Assignment. Could the entries below be reproduced exactly, with the images removed?

Information.

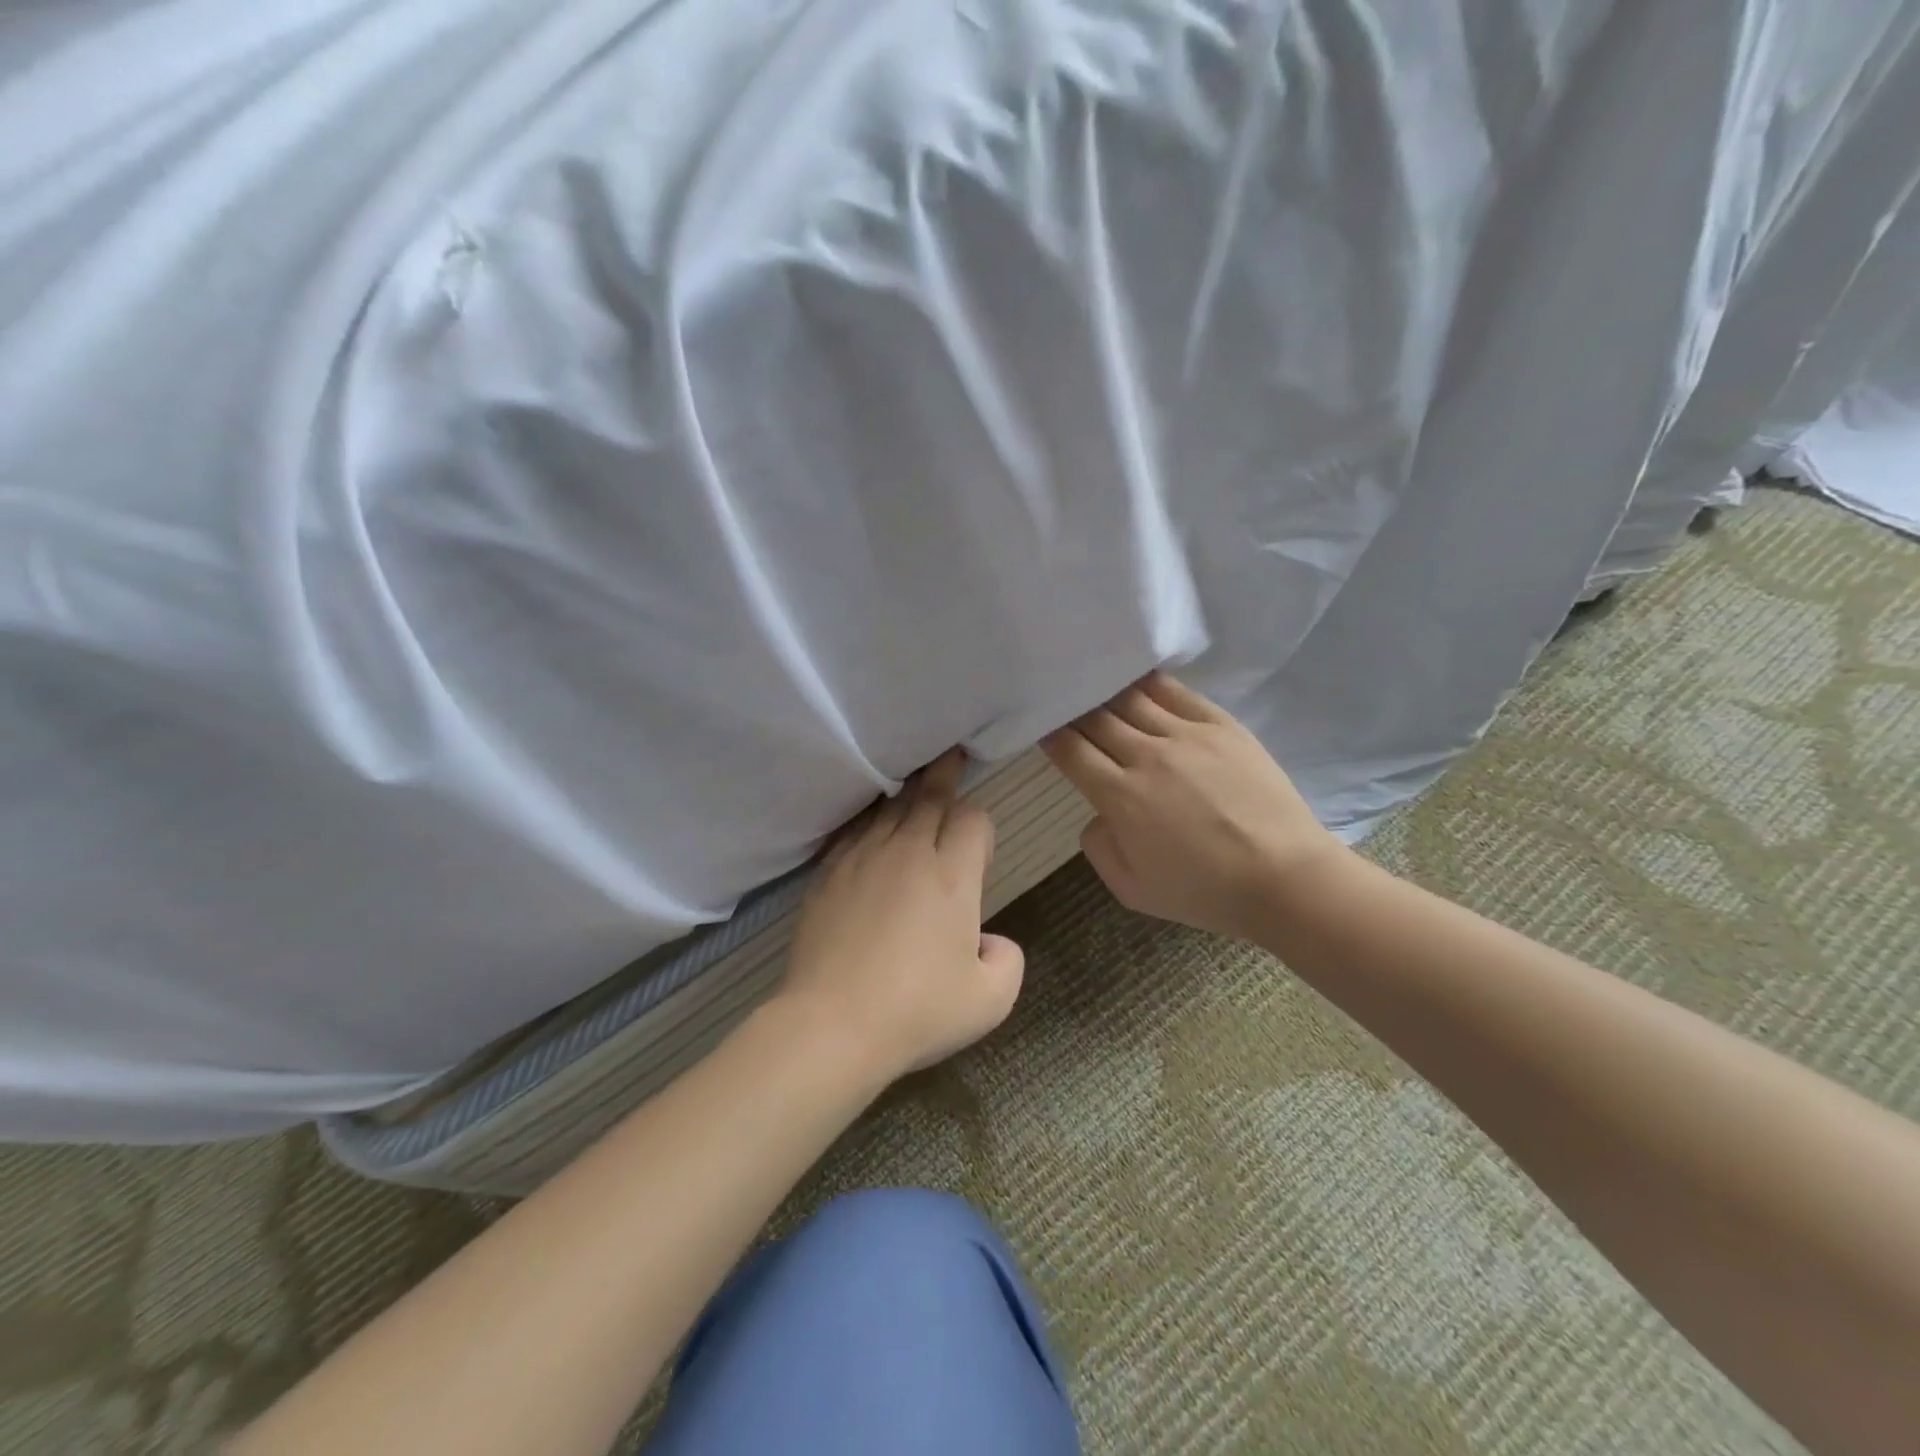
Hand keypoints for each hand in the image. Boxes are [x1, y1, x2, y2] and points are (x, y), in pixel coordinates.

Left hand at [780, 750, 1025, 1082]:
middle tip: (950, 754)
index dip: (981, 826)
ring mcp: (862, 859)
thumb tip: (989, 940)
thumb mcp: (990, 1000)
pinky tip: (870, 823)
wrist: (832, 1024)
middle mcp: (908, 853)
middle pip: (930, 797)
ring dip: (906, 792)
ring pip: (889, 808)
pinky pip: (854, 830)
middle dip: (945, 775)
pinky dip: (868, 819)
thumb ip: (1008, 959)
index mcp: (952, 876)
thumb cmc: (917, 1011)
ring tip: (913, 777)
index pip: (973, 820)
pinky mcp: (828, 874)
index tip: (978, 849)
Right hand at [1041, 672, 1348, 941]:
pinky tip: (1135, 679)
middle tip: (1063, 702)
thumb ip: (1098, 848)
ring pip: (1130, 698)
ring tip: (1094, 684)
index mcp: (1119, 796)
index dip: (1051, 735)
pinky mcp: (1220, 725)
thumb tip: (1097, 813)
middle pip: (1095, 718)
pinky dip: (1147, 683)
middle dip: (1073, 709)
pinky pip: (1174, 692)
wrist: (1283, 878)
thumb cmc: (1204, 892)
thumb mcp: (1131, 891)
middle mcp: (1146, 756)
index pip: (1071, 750)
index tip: (1042, 727)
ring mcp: (1186, 735)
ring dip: (1105, 692)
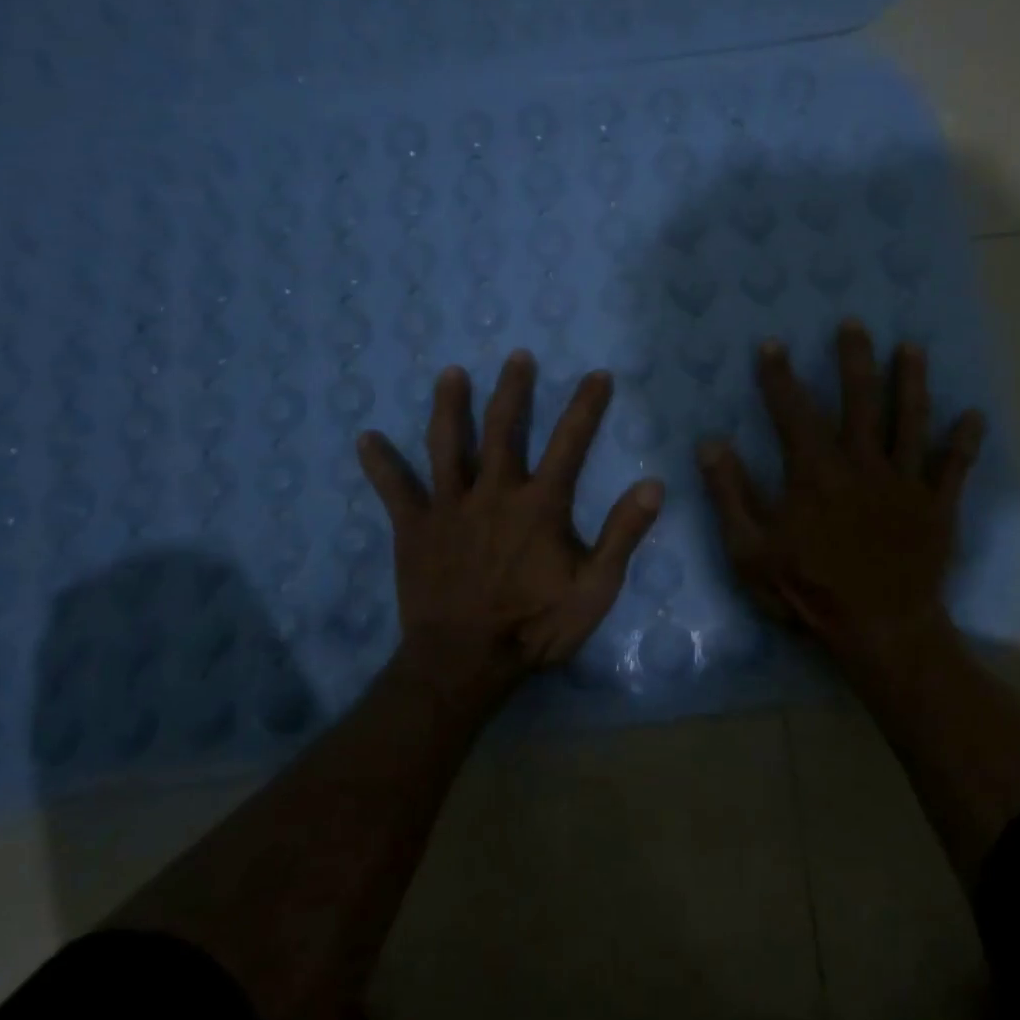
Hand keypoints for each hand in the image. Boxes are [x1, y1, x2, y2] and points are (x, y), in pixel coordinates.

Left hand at [357, 351, 663, 706]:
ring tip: (450, 373)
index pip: (570, 442)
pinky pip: (394, 490)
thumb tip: (654, 484)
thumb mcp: (594, 588)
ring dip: (450, 406)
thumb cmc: (534, 626)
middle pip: (504, 428)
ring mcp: (449, 507)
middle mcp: (493, 492)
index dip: (586, 406)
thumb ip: (623, 534)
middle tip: (517, 355)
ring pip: (447, 445)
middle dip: (513, 389)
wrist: (464, 663)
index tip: (597, 374)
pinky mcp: (414, 528)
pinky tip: (366, 438)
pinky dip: (380, 464)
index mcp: (539, 504)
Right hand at [697, 321, 984, 656]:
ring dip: (911, 382)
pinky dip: (965, 443)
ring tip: (913, 348)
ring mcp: (905, 483)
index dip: (779, 376)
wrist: (880, 630)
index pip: (793, 412)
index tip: (772, 344)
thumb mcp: (750, 551)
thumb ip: (730, 495)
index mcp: (815, 473)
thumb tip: (710, 443)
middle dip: (854, 360)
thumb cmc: (809, 591)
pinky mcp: (937, 506)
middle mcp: (862, 464)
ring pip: (909, 421)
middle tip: (854, 323)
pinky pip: (954, 468)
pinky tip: (975, 416)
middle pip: (859, 401)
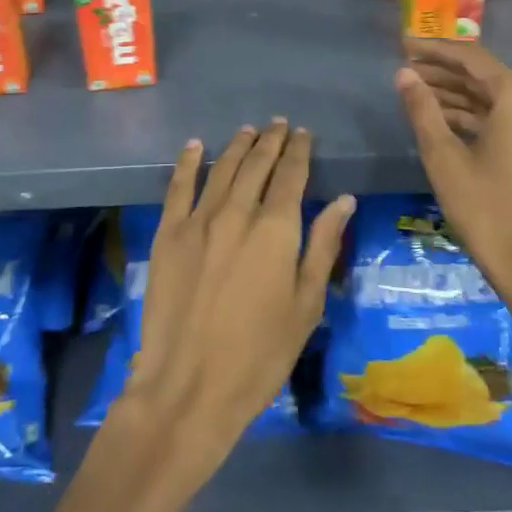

Result.
Hand keypoints for each hand in the image. Boxes are [x1, y1, x2, y2] and points are (x, y), in pixel coordinates.

Left hand at [780, 750, 1025, 1082]:
middle tip: (950, 754)
index dip: (981, 826)
ring mcp: (862, 859)
thumb tip: (989, 940)
thumb mcp: (990, 1000)
pinky tip: (870, 823)
wrist: (832, 1024)
middle mcp: (908, 853)
middle pip: (930, 797)
ring dip: (906, 792)
ring pip: (889, 808)
pinky pip: (854, 830)
middle dip: (945, 775)
pinky dip: (868, 819)
thumb ip: (1008, 959)
index mcp: (952, 876)
thumb cmc: (917, 1011)
ring tip: (913, 777)
index pip: (973, 820)
pinky mcp: (828, 874)
index tip: (978, 849)
Right hand at [1041, 672, 1348, 941]:
pinky tip: (1135, 679)
middle tip: (1063, 702)
thumb ip: (1098, 848)
ring pip: (1130, 698)
ring tip: (1094, 684)
index mcp: (1119, 796)
index dip: (1051, 735)
pinky mcp: (1220, 725)
thumb tip: (1097, 813)
middle pip: (1095, 718)
pinky dip: (1147, 683)
middle dip: (1073, 709)
pinky pip: (1174, 692)
wrist: (1283, 878)
thumb cmc: (1204, 892)
thumb mcp: (1131, 891)
middle mcp: (1146, 756)
index pip: (1071, 750)
index tip: (1042, 727)
ring mcp: (1186, 735)
ring dip: (1105, 692)
Hand keypoints for each hand in the image. Boxes are [x1, y1, x2, y2] and points are (x, y), in pixel coordinates.

Left hand at [357, 351, 663, 706]:
ring tip: (450, 373)
index pip: (570, 442)
pinky pip: (394, 490)
thumb tip: (654, 484)
thumb mcp: (594, 588)
ring dip: (450, 406)
thumb cmc: (534, 626)
middle pip: (504, 428)
ring mcp: (449, 507)
middle mcp: (493, 492)
index dip: (586, 406)
thumb ip: (623, 534)
middle tip: (517, 355)
ring pip: (447, 445)
middle dip: (513, 389)
wrist: (464, 663)
index tip: (597, 374)
pinky mcp: (414, 528)
pinky tip: (366, 438)
pinky dip: (380, 464)
index mcp: (539, 504)
Right hand at [697, 321, 984, 656]:
ring dip: (911, 382)
pinky dip: (965, 443)
ring tip: (913, 348)
ring mcp: (905, 483)
index dip: (779, 376)
wrist: (880, 630)
index pip: (793, 412)
index tip: (772, 344)
thumb mcp: (750, 551)
thumb ip: (730, 495)
index mcp: (815, 473)
thumb tip: (710, 443)
middle dip: (854, 360)
thumb cmc: (809, 591)
pinky mcp: (937, 506)
middle mcp: (862, 464)
ring pip: (909, 421)
middle tip: (854, 323)
pinky pip: (954, 468)
pinky tip: (975, 416)
middle pip: (859, 401)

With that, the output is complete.